TASK GOAL
Restate every record exactly as it is written, while omitting the pictures it holds.

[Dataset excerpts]
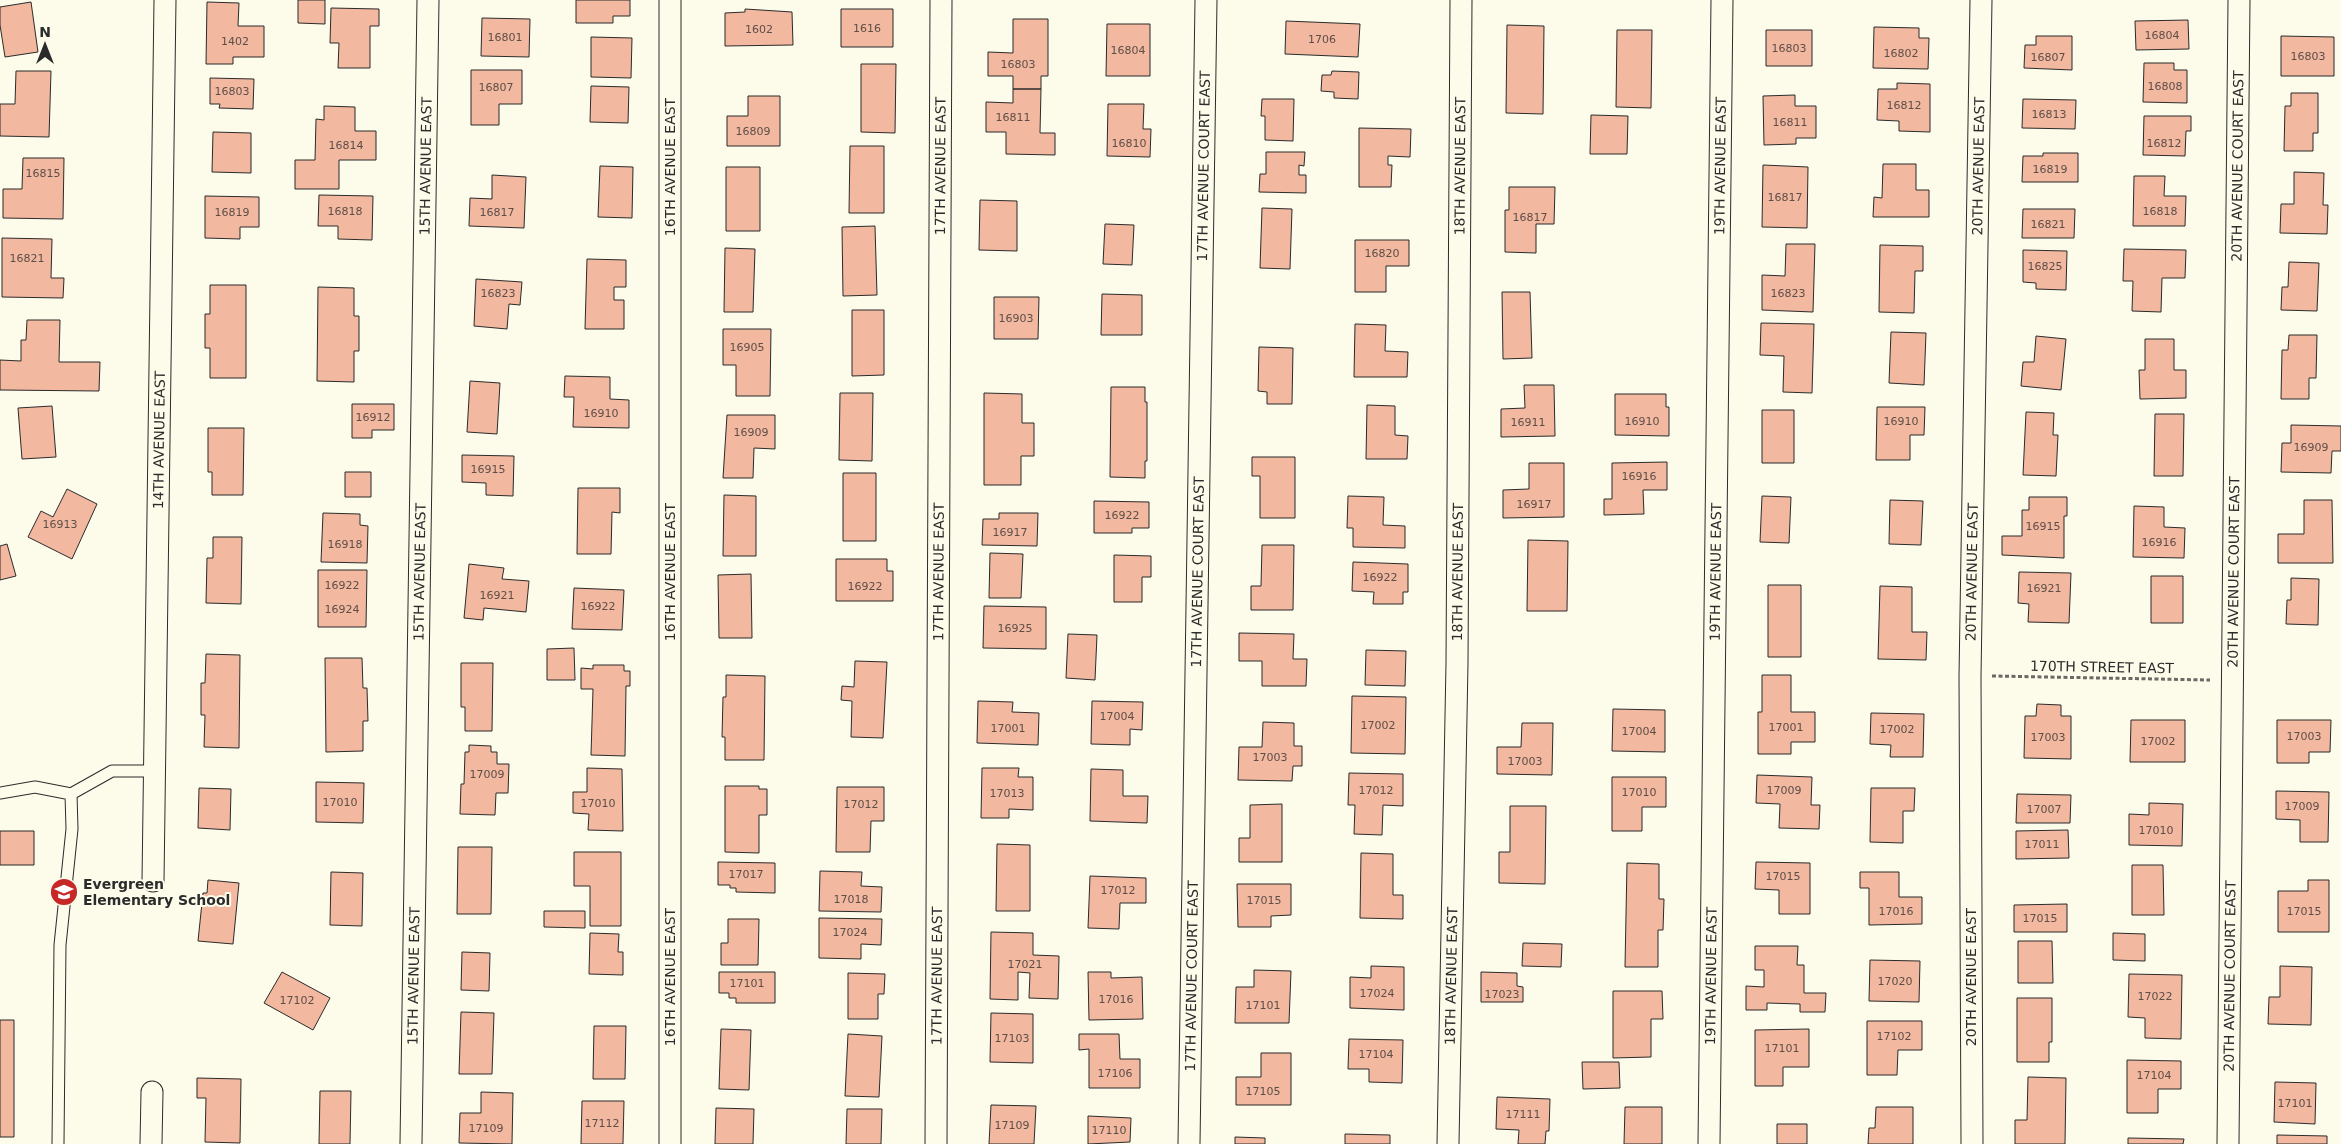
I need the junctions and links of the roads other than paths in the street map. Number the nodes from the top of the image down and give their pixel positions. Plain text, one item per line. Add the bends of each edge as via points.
1 (166, 0) edge
2 (428, 0) edge
3 (670, 0) edge
4 (941, 0) edge
5 (1206, 0) edge
6 (1461, 0) edge
7 (1722, 0) edge
8 (1981, 0) edge
9 (2239, 0) edge
10 (154, 772) junction
11 (0, 793) edge
12 (71, 794) junction
13 (153, 881) dead end
14 (152, 1092) dead end
15 (58, 1144) edge
16 (151, 1144) edge
17 (411, 1144) edge
18 (670, 1144) edge
19 (936, 1144) edge
20 (1189, 1144) edge
21 (1448, 1144) edge
22 (1709, 1144) edge
23 (1972, 1144) edge
24 (2228, 1144) edge

1 - 10 street, 14TH AVENUE EAST
2 - 17 street, 15TH AVENUE EAST
3 - 18 street, 16TH AVENUE EAST
4 - 19 street, 17TH AVENUE EAST
5 - 20 street, 17TH AVENUE COURT EAST
6 - 21 street, 18TH AVENUE EAST via 1457,653
7 - 22 street, 19TH AVENUE EAST
8 - 23 street, 20TH AVENUE EAST via 1970,676
9 - 24 street, 20TH AVENUE COURT EAST
10 - 12 lane via 112,771
10 - 13 street, 14TH AVENUE EAST
11 - 12 lane via 35,786
12 - 15 lane via 72,828 60,945
14 - 16 street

OUTPUT OF THE TASK
I need the junctions and links of the roads other than paths in the street map. Number the nodes from the top of the image down and give their pixel positions. Plain text, one item per line. Add the bends of each edge as via points.
1 (166, 0) edge
2 (428, 0) edge
3 (670, 0) edge
4 (941, 0) edge
5 (1206, 0) edge
6 (1461, 0) edge
7 (1722, 0) edge
8 (1981, 0) edge
9 (2239, 0) edge
10 (154, 772) junction
11 (0, 793) edge
12 (71, 794) junction
13 (153, 881) dead end
14 (152, 1092) dead end
15 (58, 1144) edge
16 (151, 1144) edge
17 (411, 1144) edge
18 (670, 1144) edge
19 (936, 1144) edge
20 (1189, 1144) edge
21 (1448, 1144) edge
22 (1709, 1144) edge
23 (1972, 1144) edge
24 (2228, 1144) edge

1 - 10 street, 14TH AVENUE EAST
2 - 17 street, 15TH AVENUE EAST
3 - 18 street, 16TH AVENUE EAST
4 - 19 street, 17TH AVENUE EAST
5 - 20 street, 17TH AVENUE COURT EAST
6 - 21 street, 18TH AVENUE EAST via 1457,653
7 - 22 street, 19TH AVENUE EAST
8 - 23 street, 20TH AVENUE EAST via 1970,676
9 - 24 street, 20TH AVENUE COURT EAST
10 - 12 lane via 112,771
10 - 13 street, 14TH AVENUE EAST
11 - 12 lane via 35,786
12 - 15 lane via 72,828 60,945
14 - 16 street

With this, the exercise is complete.